Cedarville University Student Works With Optimus Prosthetics For Capstone Project
It's a problem most of us can relate to, clothing material that scratches our skin or causes uncomfortable chafing.
That kind of problem is easily solved by changing clothes. But for amputees wearing what amounts to a sock over their residual limb, such a dilemma can be painful and demoralizing.
To solve that problem, amputees with irregular amputations typically turn to a custom liner. But the custom prosthetic liner manufacturing process is tedious and time-consuming, usually requiring five to 10 days.
Enter Cedarville University senior mechanical engineering students, who have dedicated their senior capstone project to reducing the manufacturing process time from 10 days to one day in partnership with Optimus Prosthetics of Dayton, Ohio.
The senior mechanical engineers working on this project include Kenneth Coppens of Orrstown, Pa.; Tad McKanna of Bowling Green, Ohio; Joshua Wells of Toledo, Ohio; and Isaac Wheeler of Newark, Ohio. They are being guided by faculty advisors Tim Norman, distinguished professor of mechanical and biomedical engineering, and Jay Kinsinger, associate professor of mechanical and biomedical engineering.
The primary goal of the project is to develop a process that allows prosthetists to create custom liners for amputees that is more efficient than the current custom liner manufacturing process. They plan to complete their project by April.
While most amputees can be fitted with a standard prosthetic liner for their residual limb, those with irregular limb shapes require a custom liner to reduce the load on the residual limb. That allows for longer wear because it prevents irritation from the air bubbles and chaffing caused by putting a standard liner on an irregular amputation.
Laura Klagstad, a certified prosthetist orthotist, and Russell Hawkes, a prosthetic technician who is also an amputee, from Optimus Prosthetics in Dayton, are working with Cedarville's engineering students on this project.
"Gel liners are integral in today's prosthetic-fitting process," Klagstad said in a news release. "Custom distal gel cups and custom liners provide an option for these patients to obtain a comfortable fit.

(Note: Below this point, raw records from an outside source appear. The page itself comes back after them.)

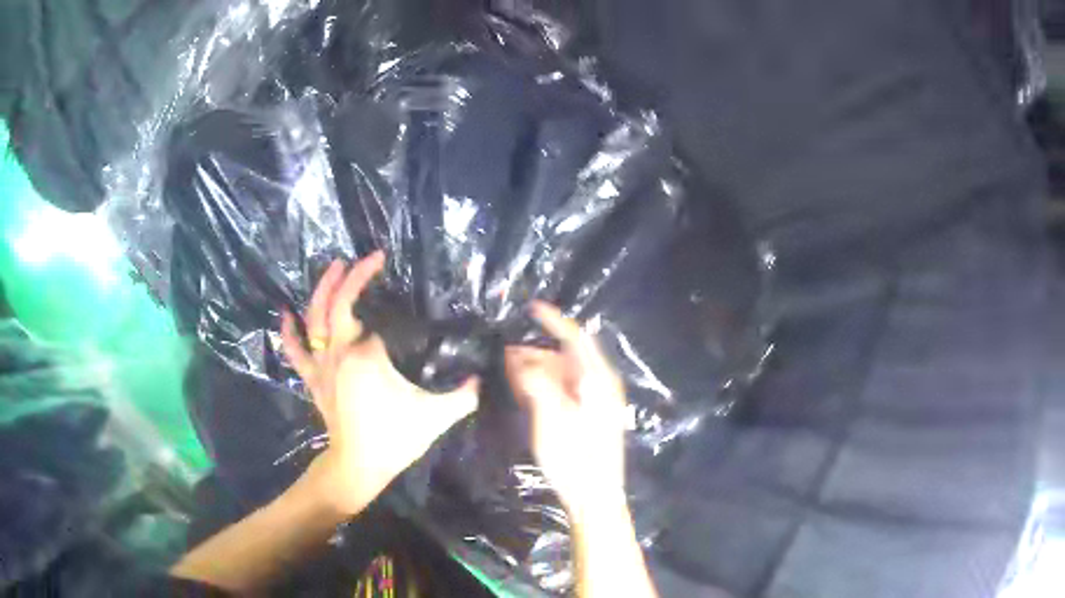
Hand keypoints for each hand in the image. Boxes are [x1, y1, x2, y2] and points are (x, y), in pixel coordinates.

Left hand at [280, 252, 478, 515]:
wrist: (358, 467)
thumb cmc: (394, 439)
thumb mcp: (436, 417)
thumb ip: (464, 395)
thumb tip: (482, 378)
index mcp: (366, 355)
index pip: (374, 316)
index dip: (381, 293)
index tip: (389, 268)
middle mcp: (339, 352)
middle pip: (338, 305)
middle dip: (350, 277)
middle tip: (366, 259)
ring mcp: (322, 366)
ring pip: (315, 319)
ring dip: (323, 290)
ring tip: (333, 267)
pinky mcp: (313, 380)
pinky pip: (296, 351)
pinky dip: (290, 331)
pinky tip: (286, 313)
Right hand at [504, 302, 628, 520]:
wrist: (594, 497)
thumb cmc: (575, 456)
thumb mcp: (551, 416)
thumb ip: (534, 380)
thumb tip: (517, 355)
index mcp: (598, 380)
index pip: (576, 338)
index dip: (553, 320)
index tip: (530, 307)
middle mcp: (599, 386)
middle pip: (566, 357)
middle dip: (536, 351)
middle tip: (506, 353)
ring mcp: (594, 403)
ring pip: (562, 375)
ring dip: (537, 370)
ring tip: (509, 371)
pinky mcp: (587, 418)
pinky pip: (563, 392)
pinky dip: (543, 387)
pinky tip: (524, 390)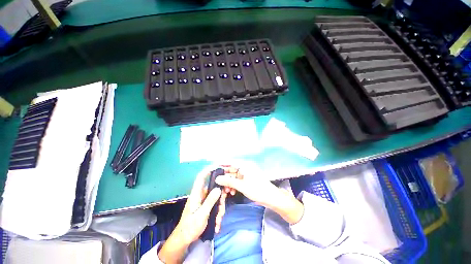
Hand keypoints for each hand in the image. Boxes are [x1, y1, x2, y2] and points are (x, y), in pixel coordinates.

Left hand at [158, 170, 222, 263]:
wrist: (184, 239)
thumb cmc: (190, 227)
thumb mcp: (201, 215)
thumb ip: (210, 201)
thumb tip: (218, 188)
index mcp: (196, 193)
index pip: (201, 177)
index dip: (209, 169)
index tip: (219, 166)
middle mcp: (201, 194)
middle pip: (214, 187)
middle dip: (220, 197)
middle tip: (222, 208)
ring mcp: (204, 200)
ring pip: (217, 197)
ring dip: (220, 208)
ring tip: (218, 221)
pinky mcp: (207, 205)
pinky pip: (216, 204)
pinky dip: (218, 212)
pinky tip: (217, 223)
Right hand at [216, 166, 303, 224]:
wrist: (272, 198)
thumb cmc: (258, 190)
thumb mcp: (242, 186)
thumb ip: (229, 181)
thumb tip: (217, 179)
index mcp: (245, 165)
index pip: (230, 161)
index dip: (221, 164)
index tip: (213, 168)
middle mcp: (245, 167)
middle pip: (232, 169)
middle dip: (225, 177)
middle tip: (218, 184)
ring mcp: (247, 173)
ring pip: (234, 176)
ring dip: (229, 183)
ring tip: (226, 191)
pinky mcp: (248, 179)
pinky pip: (238, 180)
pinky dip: (234, 185)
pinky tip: (232, 192)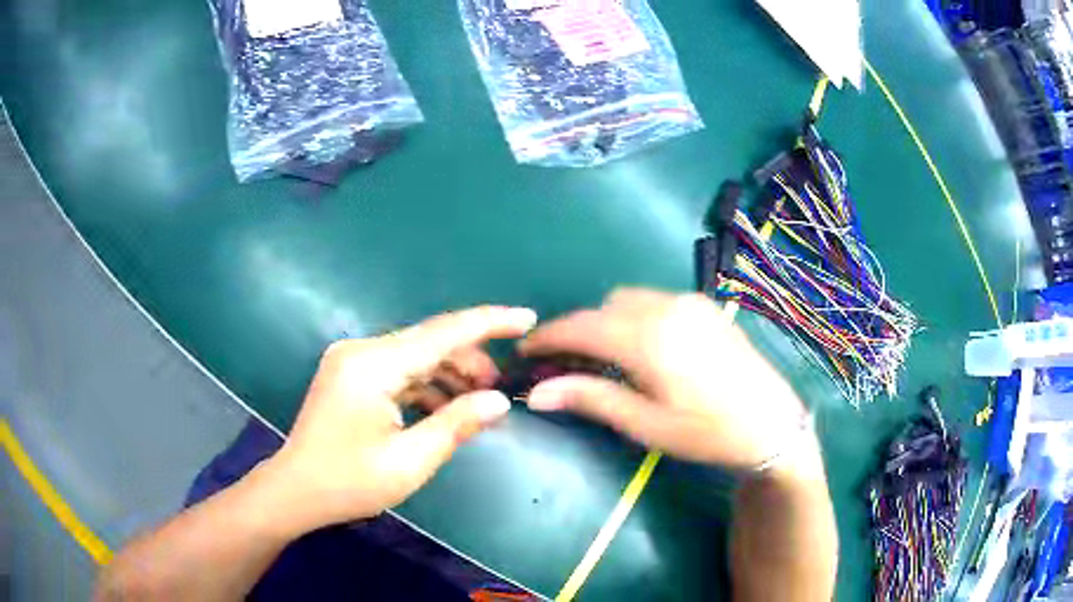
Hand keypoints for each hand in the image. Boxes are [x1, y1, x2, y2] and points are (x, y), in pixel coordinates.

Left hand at [264, 306, 536, 532]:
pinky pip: (398, 370)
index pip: (442, 332)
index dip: (489, 322)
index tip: (527, 318)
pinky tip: (443, 408)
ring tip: (476, 403)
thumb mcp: (410, 461)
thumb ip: (457, 424)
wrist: (295, 491)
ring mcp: (353, 361)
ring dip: (449, 374)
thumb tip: (498, 401)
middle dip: (470, 360)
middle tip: (500, 390)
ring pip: (415, 355)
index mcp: (373, 365)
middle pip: (429, 341)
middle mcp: (361, 351)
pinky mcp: (351, 374)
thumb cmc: (349, 482)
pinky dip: (425, 385)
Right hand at [521, 289, 808, 469]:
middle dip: (576, 332)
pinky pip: (652, 300)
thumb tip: (537, 393)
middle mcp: (666, 307)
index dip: (546, 338)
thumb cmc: (708, 433)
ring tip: (601, 359)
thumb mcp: (646, 424)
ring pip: (626, 300)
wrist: (772, 423)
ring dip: (604, 322)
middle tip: (564, 367)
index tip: (524, 353)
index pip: (580, 326)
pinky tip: (639, 348)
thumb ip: (591, 399)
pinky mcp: (703, 306)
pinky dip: (631, 317)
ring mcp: (688, 302)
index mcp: (649, 338)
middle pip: (601, 309)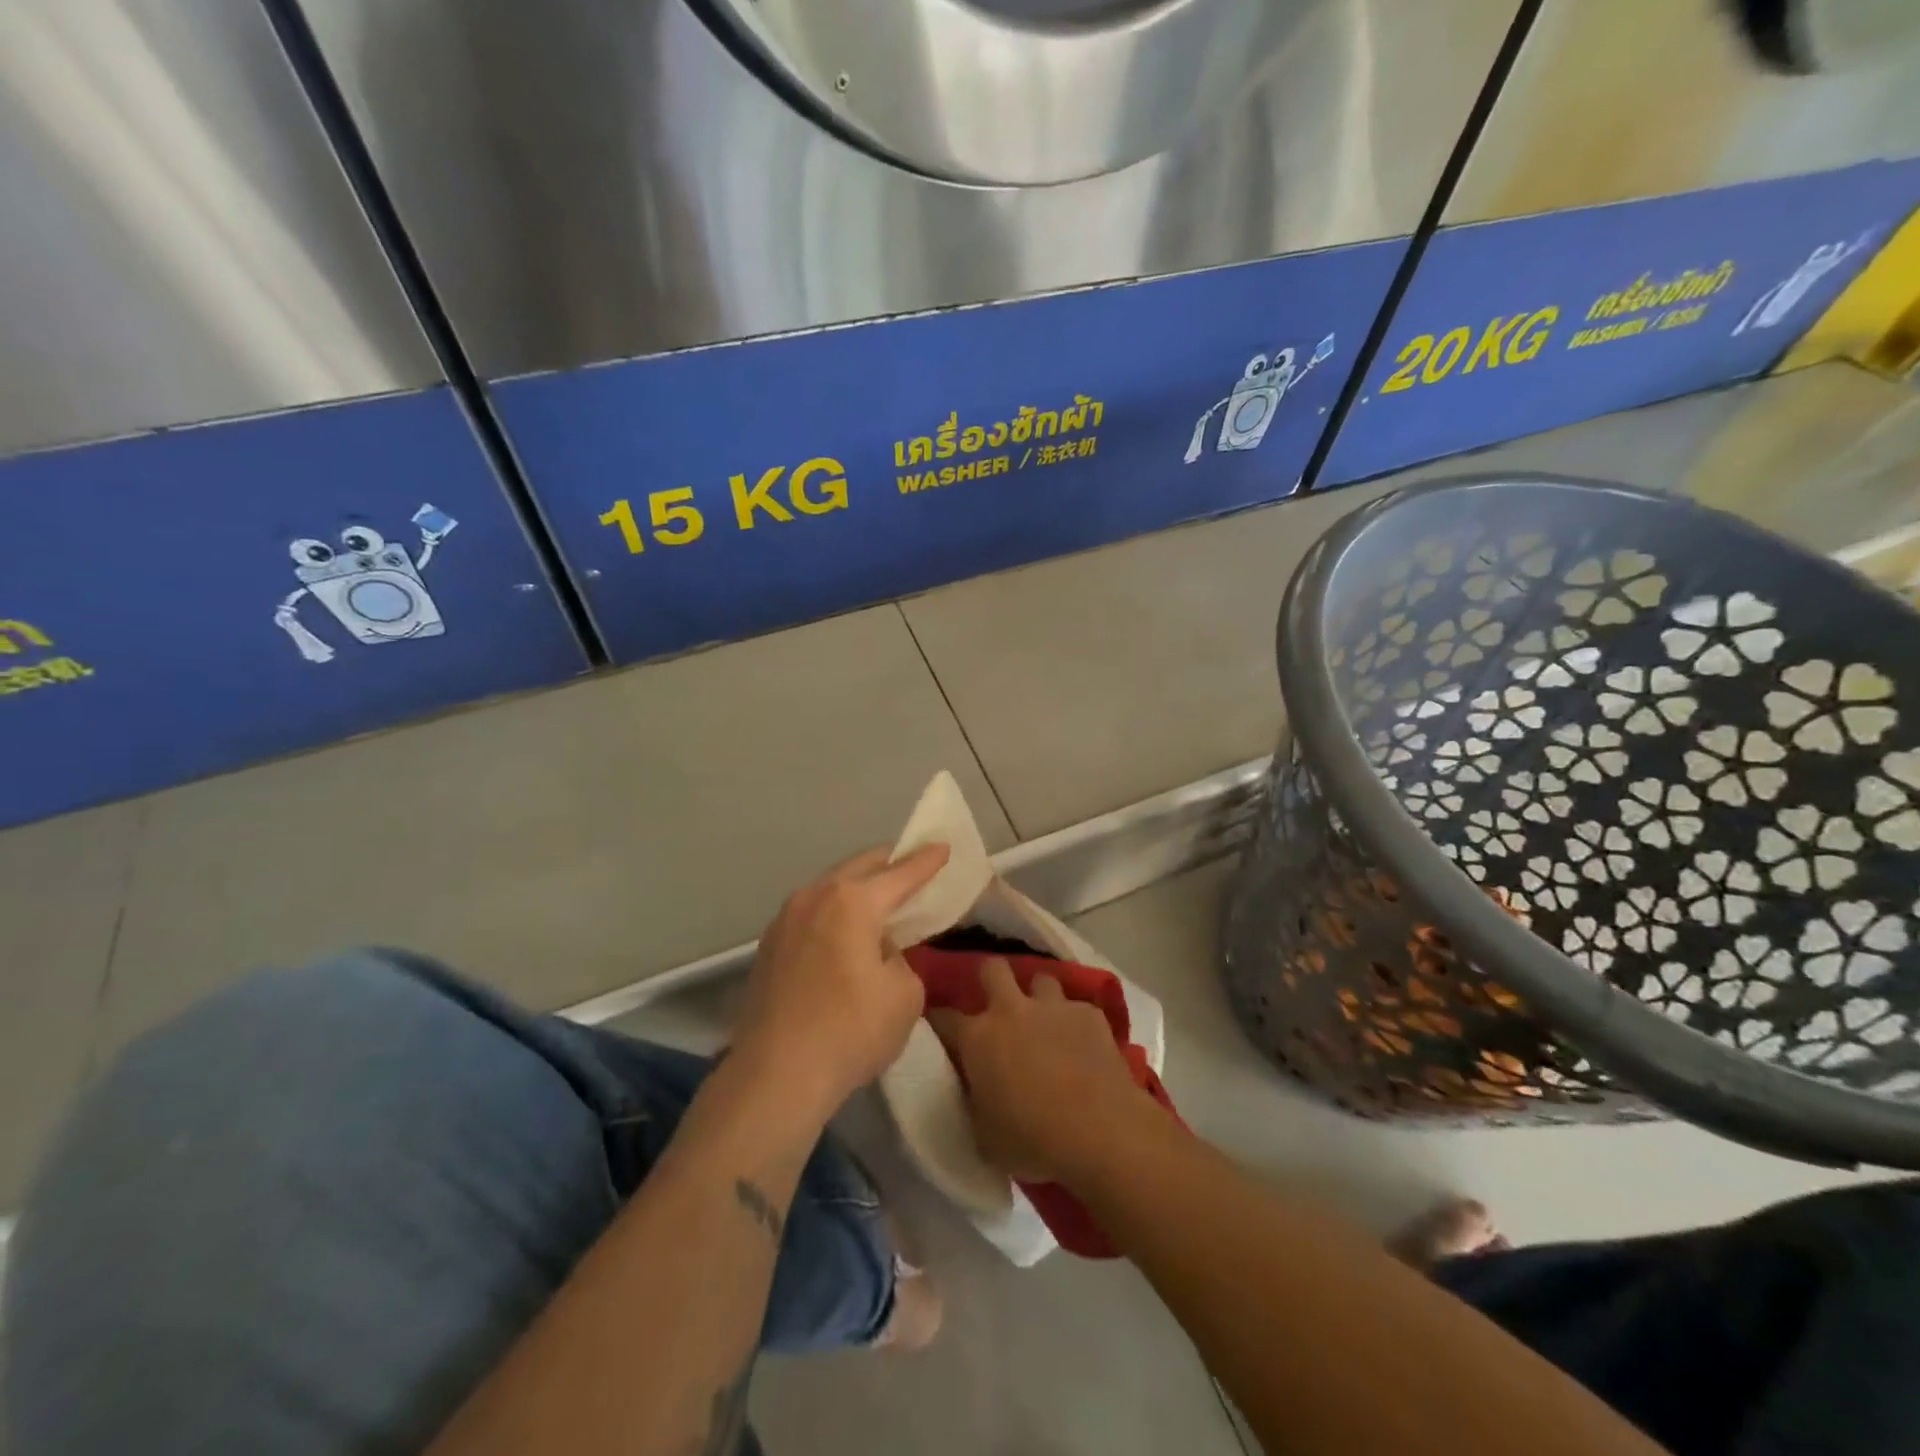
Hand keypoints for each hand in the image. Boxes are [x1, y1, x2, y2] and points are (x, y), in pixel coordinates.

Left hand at [733, 844, 949, 1118]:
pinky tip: (844, 932)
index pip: (901, 873)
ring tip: (880, 899)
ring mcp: (786, 918)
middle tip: (913, 867)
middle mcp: (816, 896)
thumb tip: (878, 952)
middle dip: (890, 863)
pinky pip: (813, 911)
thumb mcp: (904, 994)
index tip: (943, 846)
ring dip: (858, 887)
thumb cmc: (850, 1031)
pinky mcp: (770, 944)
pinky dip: (835, 910)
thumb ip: (900, 958)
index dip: (927, 861)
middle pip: (861, 867)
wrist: (775, 1075)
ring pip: (831, 887)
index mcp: (853, 901)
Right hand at [928, 959, 1157, 1187]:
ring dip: (1038, 997)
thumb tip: (975, 1090)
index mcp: (978, 1038)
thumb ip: (973, 1101)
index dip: (939, 1020)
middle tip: (995, 1001)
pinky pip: (1077, 1008)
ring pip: (1041, 979)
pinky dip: (1075, 1022)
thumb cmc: (1033, 1141)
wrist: (1100, 1131)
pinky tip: (1083, 1045)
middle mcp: (1011, 1010)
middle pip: (993, 969)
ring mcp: (1053, 1007)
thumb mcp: (984, 1135)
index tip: (939, 1026)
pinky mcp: (1089, 1014)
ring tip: (1044, 1020)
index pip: (944, 1017)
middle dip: (990, 978)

However, the fabrication of these custom devices is timely and expensive. There is also a great deal of variability due to current fabrication practices. We hope to streamline this process through 3-D printing for improved patient satisfaction and an overall reduction in fabrication complexity and cost."
The two options to meet this objective are 3-D printing the liner or 3-D printing the mold into which the liner material is injected. The use of a computer numerical control machine, stereolithography robotics, and fused deposition modeling are all possible options to manufacture a custom liner or mold.
The ideal outcome would be to develop a process that allows prosthetists to 3-D print a custom liner at their office, which would allow for a quicker and more efficient process to create irregularly shaped liners. Throughout the project, both methods will be evaluated and the best process will be determined.
"It is a thrill as an engineer to see the direct and immediate benefits that a project has on a client," Kinsinger said. "Twenty-five years ago, an amputee's only option for a liner was a woolen sock. The creation of polymer gel liners was revolutionary. These students are now revolutionizing the revolutionary."